Will that be enough? Too early to tell, Payton said.

“Every year is different,” he said. “I never talk with this team about us being like the 2009, 2010, or the 2011 teams, so there is nothing promised.

“There is a process of working hard, and obviously there are a lot of things that we have to improve on, and that is what we are working on.”

Payton then reminded reporters that the Saints have yet to put pads on in 2013.

The 2012 season was marked by horrid defensive play, a lack of a running game, more Drew Brees interceptions and less Brees heroics than normal and suspensions tied to the pay-to-injure controversy that stripped the franchise of its leaders in the front office, coaching staff and on the defense.

This year, just two more OTAs remain. After Thursday, players and staff will depart until training camp in late July. From there, this spring’s period of learning during minicamp and OTAs will transform into evaluations and position competitions. Positions expected to be highly competitive include safety and cornerback, as well as left offensive tackle and No. 3 receiver.

Players echoed Payton’s remarks. While they’re rejoiced Bountygate is settled and hope the the defensive changes account for better play, veterans like free safety Malcolm Jenkins don’t feel fall marks any guaranteed return to their winning ways.

To them, potential means they haven’t accomplished anything yet. They know they will have to earn any success, just like before.

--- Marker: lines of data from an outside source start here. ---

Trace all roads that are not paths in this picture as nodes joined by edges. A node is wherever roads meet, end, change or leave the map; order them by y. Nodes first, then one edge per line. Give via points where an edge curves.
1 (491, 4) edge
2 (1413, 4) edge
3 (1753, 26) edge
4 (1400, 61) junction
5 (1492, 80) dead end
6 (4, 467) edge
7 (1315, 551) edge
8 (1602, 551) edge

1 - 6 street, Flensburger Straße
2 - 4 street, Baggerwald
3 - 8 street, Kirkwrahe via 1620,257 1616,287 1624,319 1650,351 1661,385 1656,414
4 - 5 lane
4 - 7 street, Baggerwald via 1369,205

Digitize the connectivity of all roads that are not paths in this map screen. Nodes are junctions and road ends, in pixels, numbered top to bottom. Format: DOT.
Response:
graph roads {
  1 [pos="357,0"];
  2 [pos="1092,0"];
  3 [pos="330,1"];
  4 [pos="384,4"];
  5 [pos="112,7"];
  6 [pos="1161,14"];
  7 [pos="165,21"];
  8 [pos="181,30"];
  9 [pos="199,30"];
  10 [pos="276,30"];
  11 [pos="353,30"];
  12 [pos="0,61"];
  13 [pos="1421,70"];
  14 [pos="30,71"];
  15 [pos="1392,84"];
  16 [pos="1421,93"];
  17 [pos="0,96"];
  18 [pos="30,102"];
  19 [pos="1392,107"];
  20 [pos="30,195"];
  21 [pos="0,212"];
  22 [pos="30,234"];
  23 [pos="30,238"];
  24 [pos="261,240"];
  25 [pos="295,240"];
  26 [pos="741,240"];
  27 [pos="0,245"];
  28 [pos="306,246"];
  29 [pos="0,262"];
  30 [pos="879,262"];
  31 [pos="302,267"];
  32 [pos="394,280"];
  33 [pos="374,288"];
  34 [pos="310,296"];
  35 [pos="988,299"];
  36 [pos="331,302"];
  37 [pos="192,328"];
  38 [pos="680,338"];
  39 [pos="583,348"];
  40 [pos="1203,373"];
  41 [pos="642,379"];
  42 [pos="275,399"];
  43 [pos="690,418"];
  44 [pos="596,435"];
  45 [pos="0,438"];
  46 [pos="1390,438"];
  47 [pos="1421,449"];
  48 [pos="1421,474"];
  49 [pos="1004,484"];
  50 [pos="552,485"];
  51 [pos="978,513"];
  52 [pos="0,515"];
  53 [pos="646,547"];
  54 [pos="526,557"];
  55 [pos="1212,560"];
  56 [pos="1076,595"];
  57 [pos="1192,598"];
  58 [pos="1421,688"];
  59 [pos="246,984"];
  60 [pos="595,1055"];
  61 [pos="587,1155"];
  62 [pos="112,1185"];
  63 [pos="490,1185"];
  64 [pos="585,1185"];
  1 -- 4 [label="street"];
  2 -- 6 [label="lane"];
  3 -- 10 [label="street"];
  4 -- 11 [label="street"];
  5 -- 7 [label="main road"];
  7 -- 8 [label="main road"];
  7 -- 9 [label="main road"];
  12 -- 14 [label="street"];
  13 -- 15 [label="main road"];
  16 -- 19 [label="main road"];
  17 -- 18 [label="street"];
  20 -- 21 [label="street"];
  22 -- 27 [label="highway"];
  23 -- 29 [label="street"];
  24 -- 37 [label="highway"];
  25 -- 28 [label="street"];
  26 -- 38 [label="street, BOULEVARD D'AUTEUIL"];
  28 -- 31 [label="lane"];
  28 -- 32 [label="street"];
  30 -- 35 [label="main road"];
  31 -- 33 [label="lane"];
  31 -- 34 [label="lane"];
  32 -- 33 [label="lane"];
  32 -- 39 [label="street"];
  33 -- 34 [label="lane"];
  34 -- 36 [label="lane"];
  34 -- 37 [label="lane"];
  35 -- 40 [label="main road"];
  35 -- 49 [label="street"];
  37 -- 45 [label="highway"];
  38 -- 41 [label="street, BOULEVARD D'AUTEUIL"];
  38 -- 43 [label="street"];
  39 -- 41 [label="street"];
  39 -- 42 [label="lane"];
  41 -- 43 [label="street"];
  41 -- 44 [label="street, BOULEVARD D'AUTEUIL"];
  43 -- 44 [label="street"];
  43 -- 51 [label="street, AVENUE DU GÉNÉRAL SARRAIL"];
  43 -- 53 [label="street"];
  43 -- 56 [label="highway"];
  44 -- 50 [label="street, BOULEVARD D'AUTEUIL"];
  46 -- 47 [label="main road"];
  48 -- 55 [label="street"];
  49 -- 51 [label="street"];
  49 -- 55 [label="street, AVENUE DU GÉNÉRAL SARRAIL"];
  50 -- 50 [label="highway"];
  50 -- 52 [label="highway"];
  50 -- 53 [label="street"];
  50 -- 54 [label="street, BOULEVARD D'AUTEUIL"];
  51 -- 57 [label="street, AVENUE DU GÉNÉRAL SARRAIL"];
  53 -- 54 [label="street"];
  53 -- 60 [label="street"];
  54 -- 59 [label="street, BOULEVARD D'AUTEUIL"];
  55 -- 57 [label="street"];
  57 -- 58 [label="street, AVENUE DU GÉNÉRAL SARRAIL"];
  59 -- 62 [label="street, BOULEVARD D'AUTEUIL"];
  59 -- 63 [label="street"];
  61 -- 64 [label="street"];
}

“Nothing is going to guarantee us that we’re going to go back to being a great team and winning 13 games just because we had a normal offseason, just because Sean’s back or we have a new defensive coordinator,” Jenkins said. “None of that stuff guarantees anything. We still have to go out and play complementary football, win the turnover battle and make some plays.”

Jenkins said he utilizes the period between mid-June and late July to be a husband, take a trip with his wife and visit family before gearing up physically for position competition.

Rookies like receiver Kenny Stills are preparing for an offseason before their first NFL season.

“I’m excited for that next challenge,” said, who played college football at Oklahoma. “I’ve been trying to learn as much as I can from Lance (Moore) and Marques (Colston) and Joe (Morgan). I feel like we have high expectations as a team.”